Read the data below. Then repeat all of it exactly.

(Stored items)
#####
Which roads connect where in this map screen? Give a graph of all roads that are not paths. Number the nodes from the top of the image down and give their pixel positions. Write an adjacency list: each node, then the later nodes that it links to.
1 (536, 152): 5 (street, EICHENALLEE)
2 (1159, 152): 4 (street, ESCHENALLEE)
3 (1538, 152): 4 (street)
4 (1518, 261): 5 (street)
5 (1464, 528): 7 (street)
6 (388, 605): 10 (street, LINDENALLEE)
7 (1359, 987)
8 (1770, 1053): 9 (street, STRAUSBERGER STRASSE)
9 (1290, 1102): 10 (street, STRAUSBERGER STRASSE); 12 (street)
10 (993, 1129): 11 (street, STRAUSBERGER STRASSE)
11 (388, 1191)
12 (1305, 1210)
#####
(TASK RESPONSE)
Which roads connect where in this map screen? Give a graph of all roads that are not paths. Number the nodes from the top of the image down and give their pixel positions. Write an adjacency list: each node, then the later nodes that it links to.
1 (536, 152): 5 (street, EICHENALLEE)
2 (1159, 152): 4 (street, ESCHENALLEE)
3 (1538, 152): 4 (street)
4 (1518, 261): 5 (street)
5 (1464, 528): 7 (street)
6 (388, 605): 10 (street, LINDENALLEE)
7 (1359, 987)
8 (1770, 1053): 9 (street, STRAUSBERGER STRASSE)
9 (1290, 1102): 10 (street, STRAUSBERGER STRASSE); 12 (street)
10 (993, 1129): 11 (street, STRAUSBERGER STRASSE)
11 (388, 1191)
12 (1305, 1210)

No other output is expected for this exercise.